Rou­lant de crises en crises, de révo­lu­tions en révo­lu­tions, sor­tant d’un gou­ver­ne­ment mau­vais pour tom­ber dans un pire, bat­tue par les flots de la réac­tion, sapée par d’in­ces­sante marée des reven­di­ca­tions sociales, la socié­té plus que jamais éper­due, enté­né­brée, san­glo­tante, marche aux abîmes. À quoi peut-on croire encore ? Quelle ins­ti­tu­tion est debout ? Quelle loi incon­tes­tée ? Quelle foi vivante ?

Comme les affran­chis de l’an­cienne Rome, la bour­geoi­sie s’est intro­duite dans les flancs du monde, elle en a englou­ti la sub­stance, et aujourd’­hui, voi­là que l’é­corce vide craque et grince comme si elle allait se dis­soudre et que la bour­geoi­sie effa­rée sent la faim crier dans son ventre et le froid mordre ses entrailles.

Qu’est-ce que ce cri de détresse qui vient de l’Al­le­magne, si ce n’est le cri de mort du nau­fra­gé qui sombre ? Ah ! tu te sens mou­rir, classe impré­voyante et égoïste ! Ah, tu sens dans ton cœur le bec du vau­tour et sur ton front la griffe du lion ! Ah ! tu t’a­per­çois enfin que le mono­pole à qui tu t’es livrée se nour­rit de ta sub­stance et de ta graisse, tout en étan­chant sa soif dans le sang et dans les larmes du pro­lé­taire ! Puisse cette tar­dive révé­la­tion t’être utile pour l’a­ve­nir, s’il est encore un ave­nir pour toi.
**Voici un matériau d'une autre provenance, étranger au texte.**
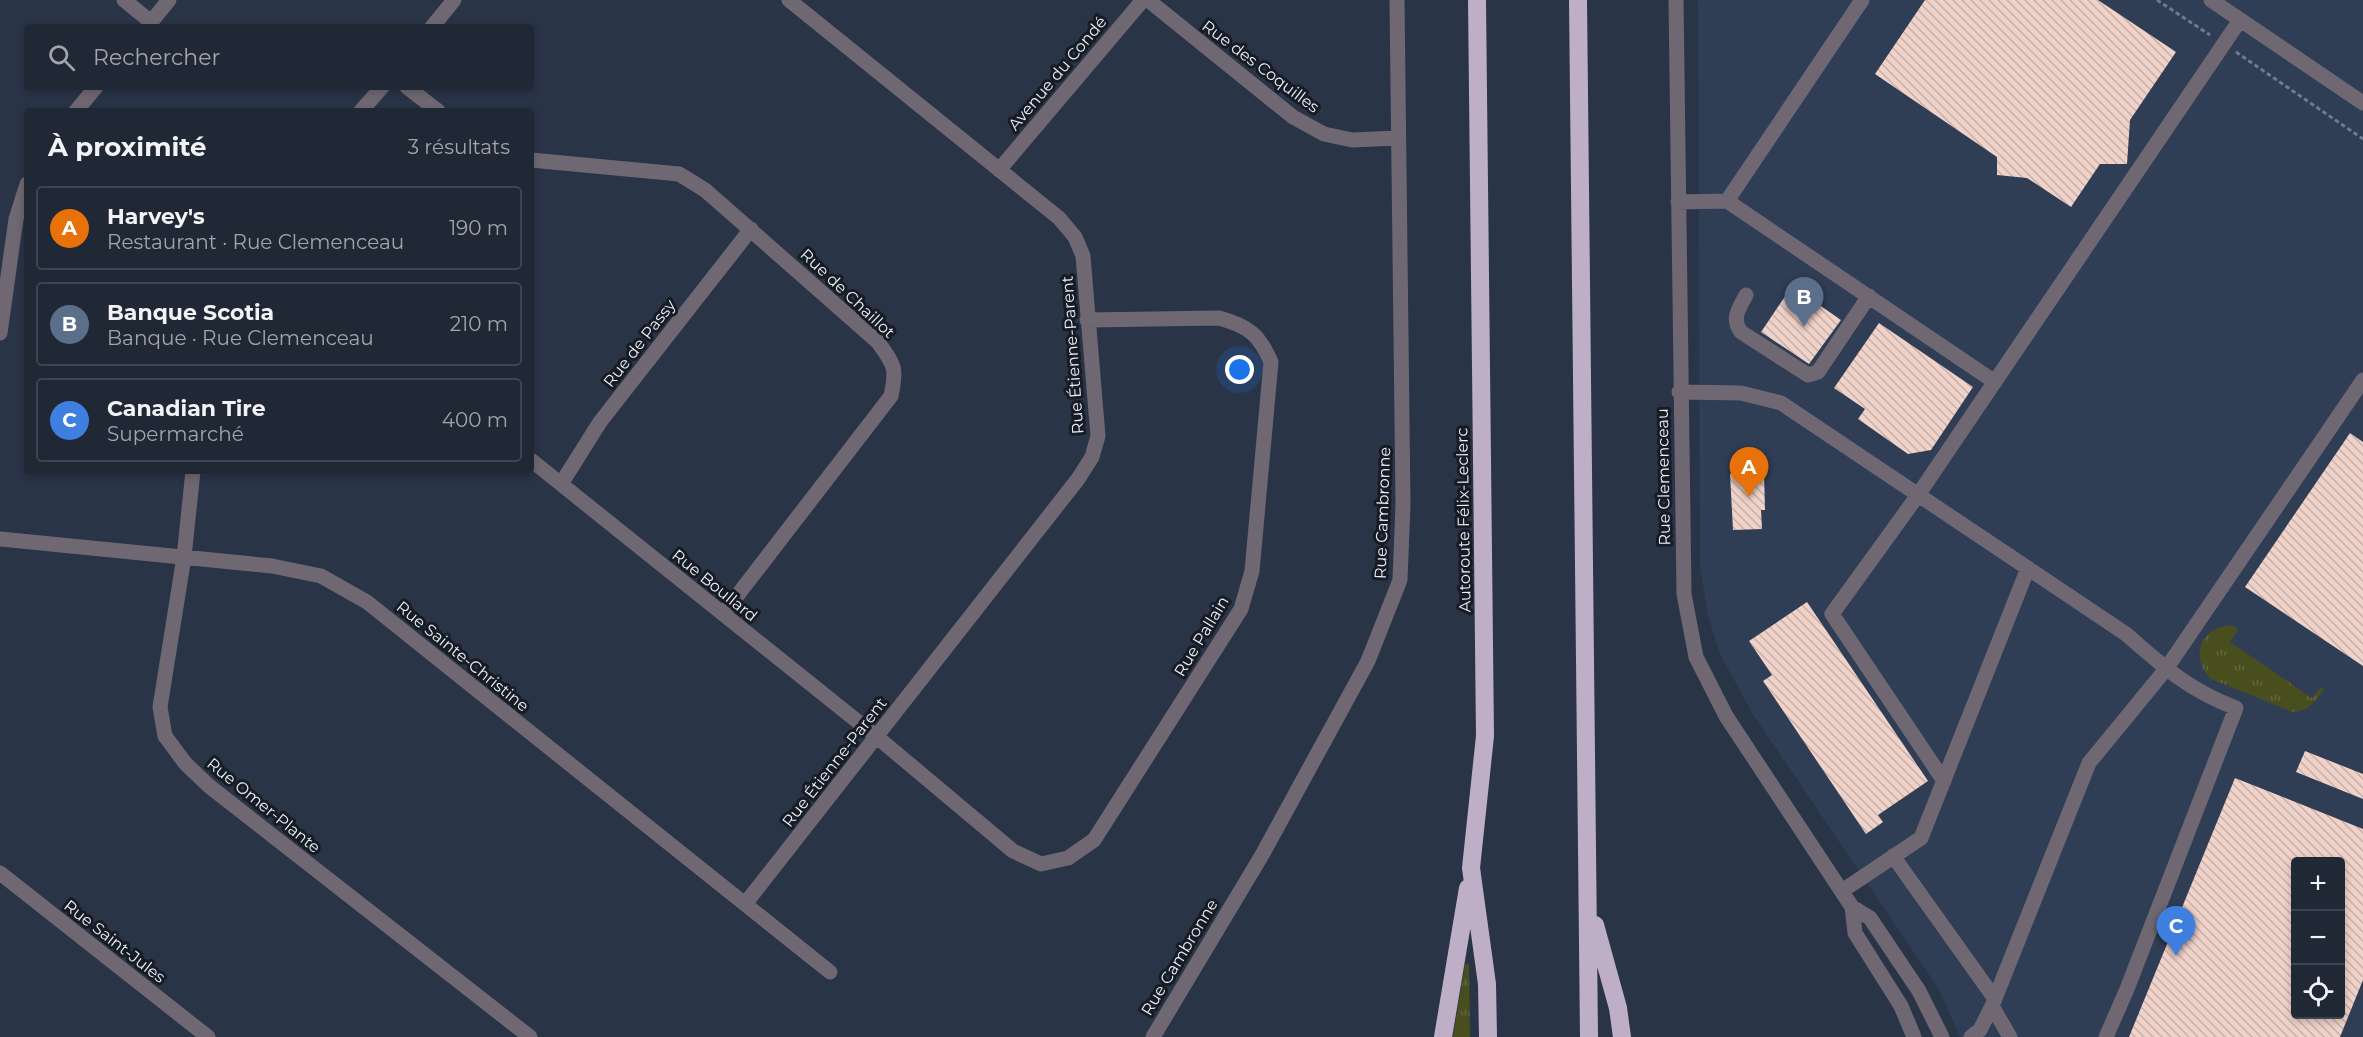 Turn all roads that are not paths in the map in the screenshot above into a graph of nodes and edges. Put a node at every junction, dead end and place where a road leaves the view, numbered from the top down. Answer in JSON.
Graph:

Mais crois-tu que tes convul­sions déses­pé­rées puissent arrê­ter l’im­pla­cable cours des évé­ne­ments qu’ont pré­pa­ré ton entê­te­ment et ta sottise ?

Le moyen-âge que tu croyais vain­cu res­sus­cite sous une forme nou­velle. Le fief et le vas­se­lage n’ont fait que chan­ger de nom. Est-ce que tu ne paies plus la dime ? Est-ce que tu ne soldes plus la cor­vée ? Est-ce que tu n’es pas la chose du pro­prié­taire, du ban­quier ? Est-ce que l’u­sure ne pompe pas ta moelle ? Est-ce que la pro­prié­té ne boit pas ton sang ? Est-ce que la banque et la haute indus­trie ne pro­mènent pas sur ton corps leurs insa­tiables suçoirs ? Il y a long­temps que nous te l’a­vions dit, nous socia­listes ; tu nous répon­dais par le mépris, par la haine, par la mort. Quelle odieuse féro­ci­té n’as-tu pas déployée sans cesse contre ceux qui vou­laient te sau­ver avec eux ? Ah ! s’il en est temps encore, cette main qui jadis diri­geait contre les pro­lé­taires le plomb homi­cide, tends la désar­mée à la fra­ter­nelle étreinte de ce peuple trop grand pour ne pas par­don­ner, et dans cette alliance tu trou­ve­ras l’i­dée qui t’a tou­jours fait défaut et le sang jeune et fort qui doit rani­mer tes veines appauvries.